Michael Bloomberg, the UN Secretary-General’s Special Envoy for Climate Action, speaks during the plenary session of the Global Action Climate Summit in San Francisco. Bloomberg donated $1.5 million to the campaign against a ballot measure in Oregon that would ban any future taxes on grocery revenue and items sold in supermarkets. Bloomberg did not comment on his donation, which was disclosed Friday, Oct. 26. As New York City mayor, Bloomberg unsuccessfully tried to ban super-sized sodas and has supported proposed soda taxes in other cities.

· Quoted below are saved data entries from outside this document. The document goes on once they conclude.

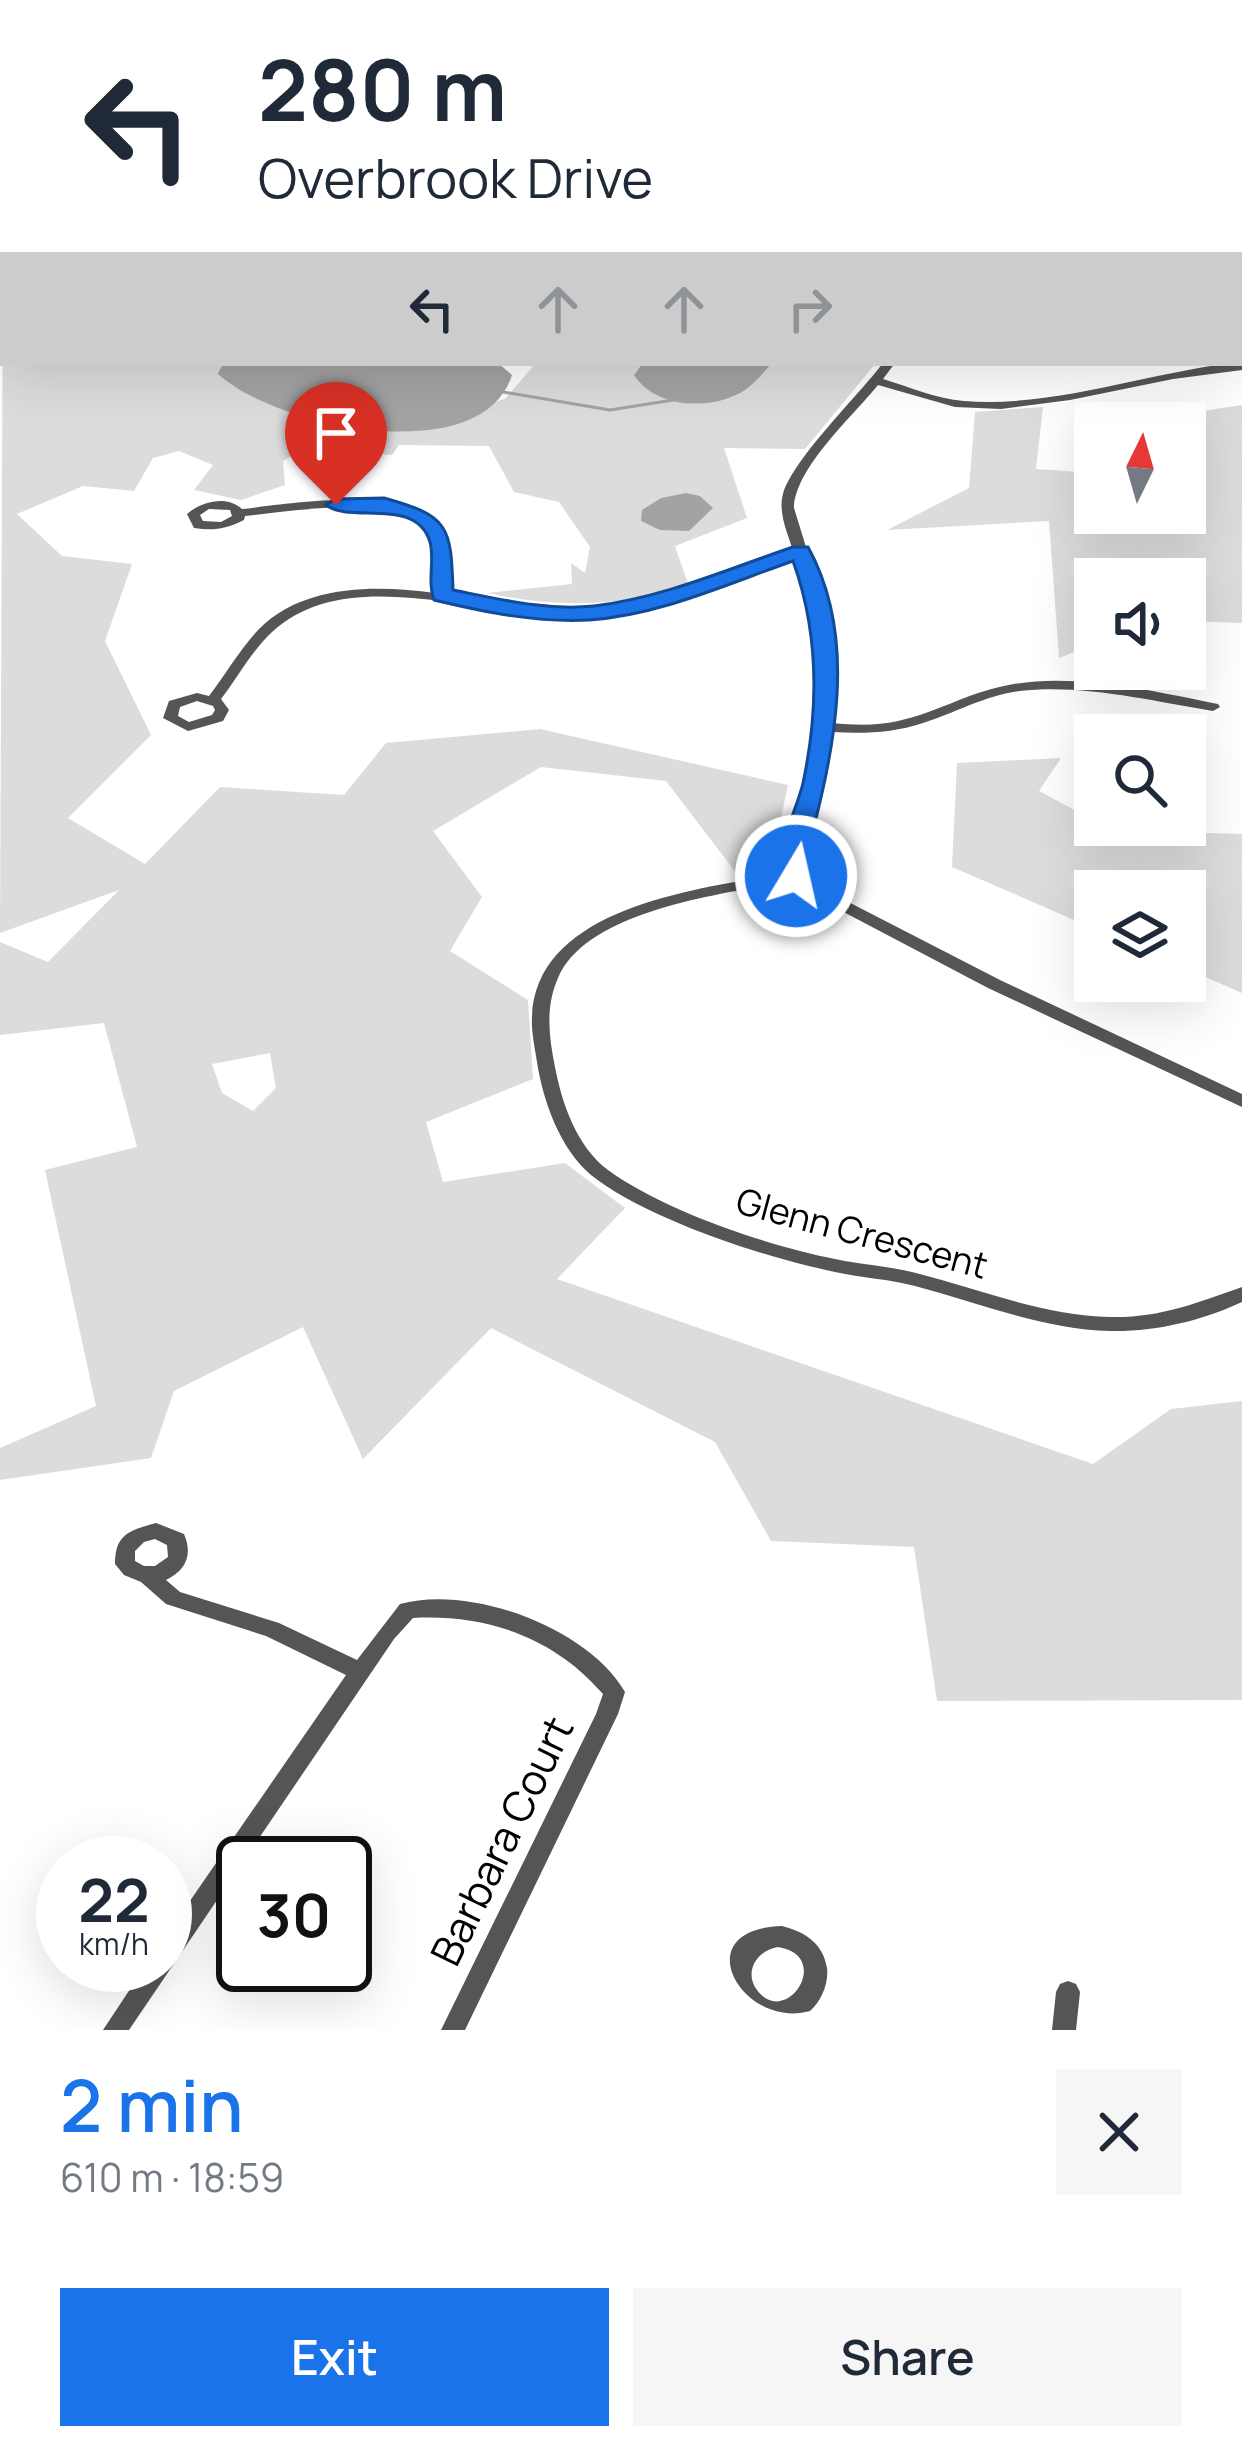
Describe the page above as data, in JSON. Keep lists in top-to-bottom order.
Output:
{
  "streets": {
    "street": ["Glenn Crescent", "Barbara Court"]
  },
  "north": "top",
  "page": {
    "turn": ["280 m", "Overbrook Drive"],
    "speed": "22 km/h",
    "limit": "30",
    "heading": ["2 min", "610 m · 18:59"],
    "buttons": ["Exit", "Share"]
  }
}
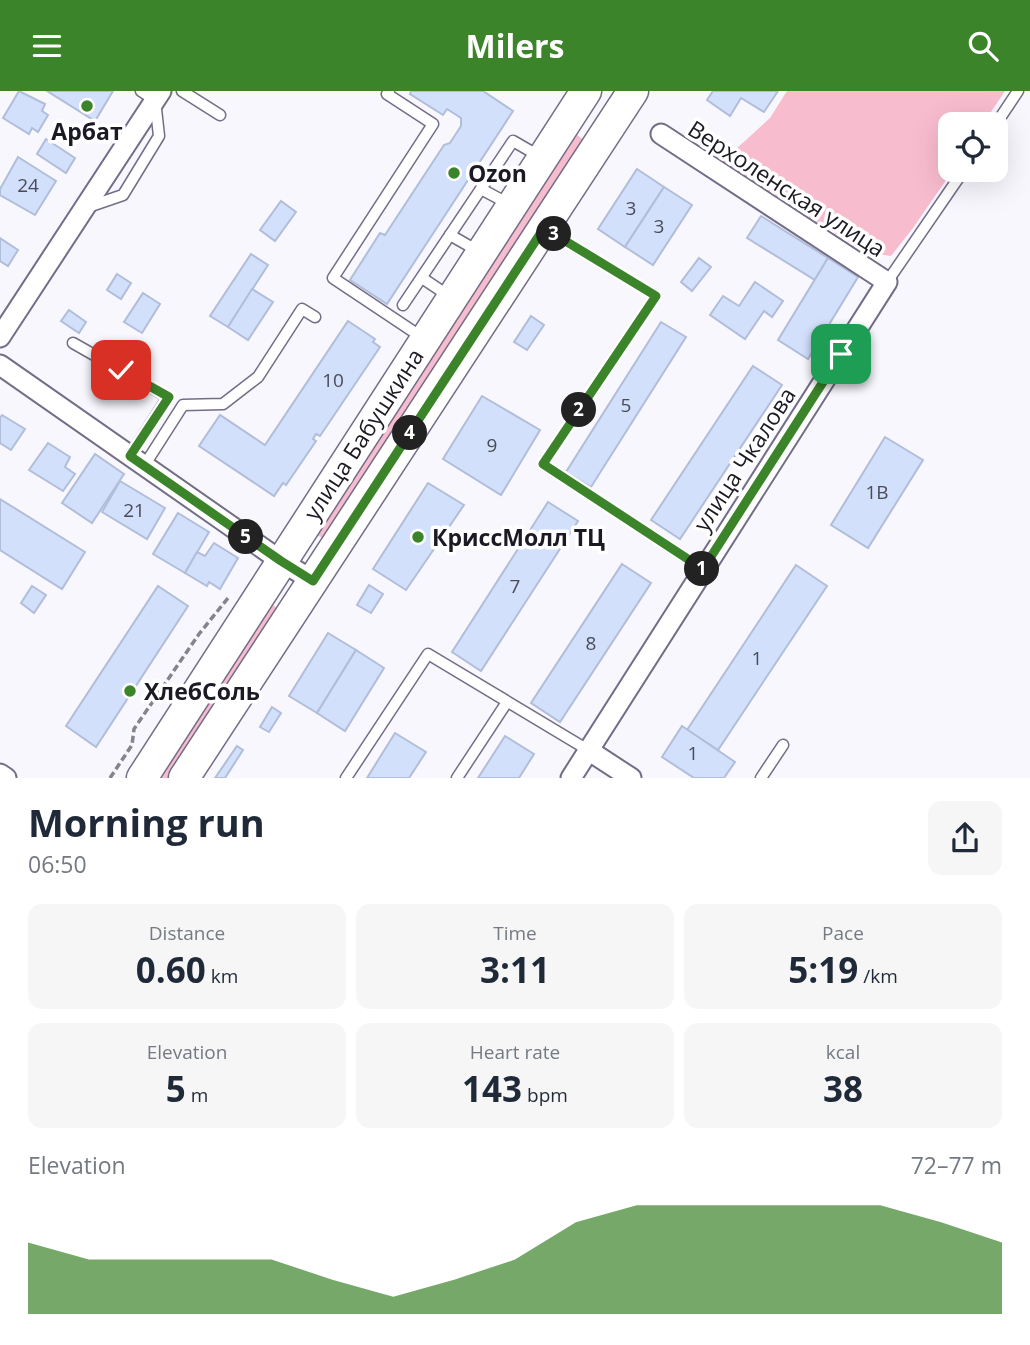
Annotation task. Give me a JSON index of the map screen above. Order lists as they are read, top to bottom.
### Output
{
  "streets": {
    "main road": ["улица Бабушкина"],
    "street": ["Верхоленская улица", "улица Чкалова"]
  },
  "crossings": [
    ["Верхоленская улица", "улица Чкалова"]
  ],
  "places": [
    "Арбат",
    "Ozon",
    "КриссМолл ТЦ",
    "ХлебСоль"
  ],
  "house_numbers": [
    "24",
    "3",
    "3",
    "10",
    "5",
    "9",
    "1В",
    "21",
    "7",
    "8",
    "1",
    "1"
  ],
  "page": {
    "header": "Milers",
    "pins": [
      "3",
      "2",
      "4",
      "5",
      "1"
    ],
    "heading": ["Morning run", "06:50"],
    "stats": [
      ["Distance", "0.60 km"],
      ["Time", "3:11"],
      ["Pace", "5:19 /km"],
      ["Elevation", "5 m"],
      ["Heart rate", "143 bpm"],
      ["kcal", "38"]
    ],
    "chart": ["Elevation", "72–77 m"]
  }
}
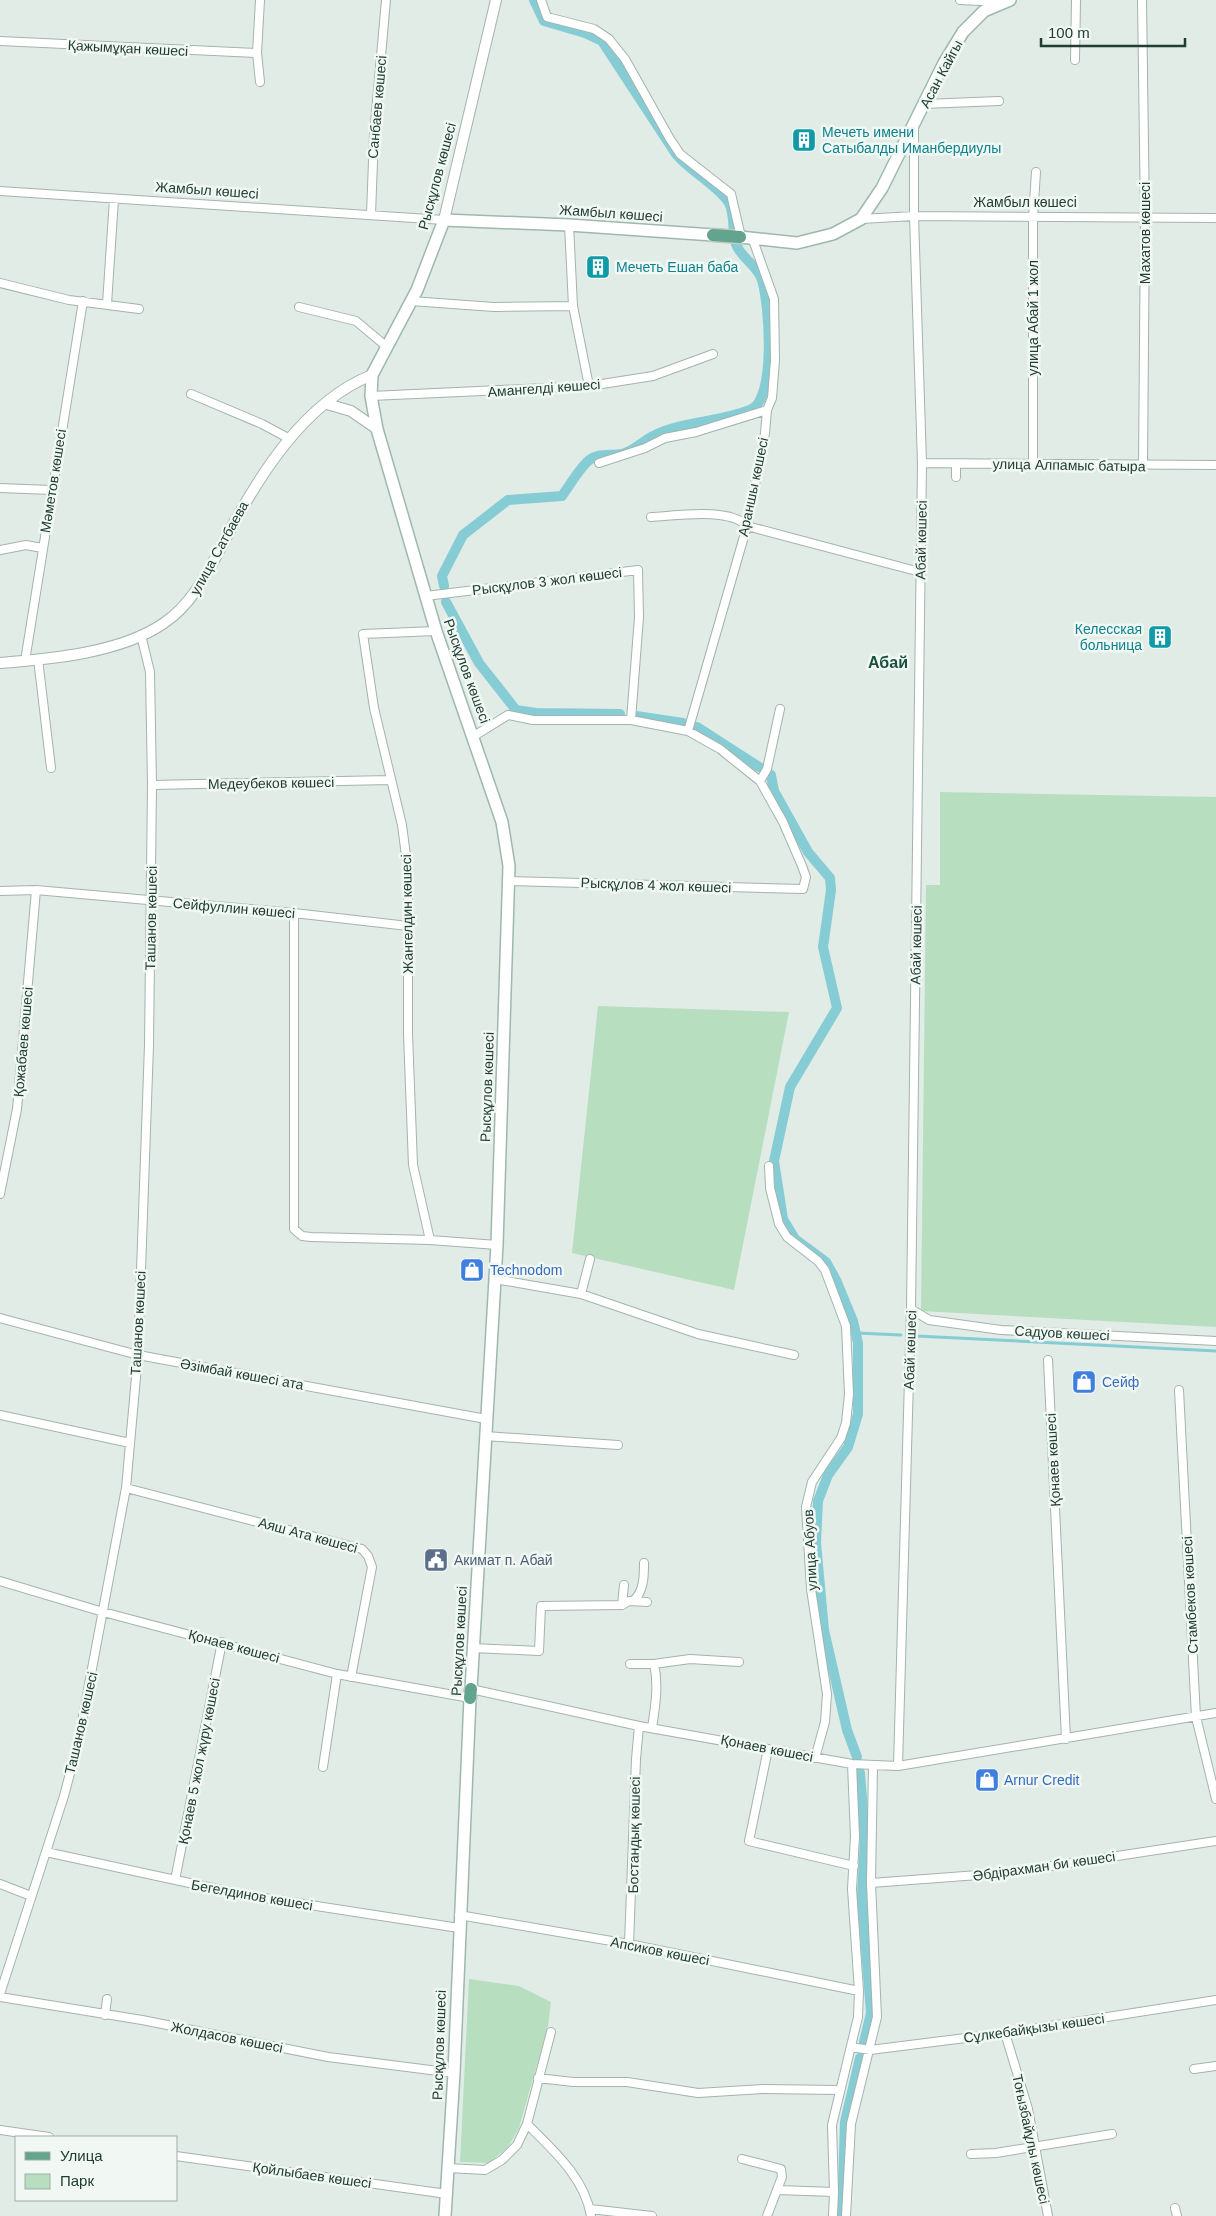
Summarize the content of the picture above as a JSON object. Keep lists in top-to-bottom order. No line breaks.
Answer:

Eric Risberg/Associated Press

Michael Bloomberg, the UN Secretary-General’s Special Envoy for Climate Action, speaks during the plenary session of the Global Action Climate Summit in San Francisco. Bloomberg donated $1.5 million to the campaign against a ballot measure in Oregon that would ban any future taxes on grocery revenue and items sold in supermarkets. Bloomberg did not comment on his donation, which was disclosed Friday, Oct. 26. As New York City mayor, Bloomberg unsuccessfully tried to ban super-sized sodas and has supported proposed soda taxes in other cities.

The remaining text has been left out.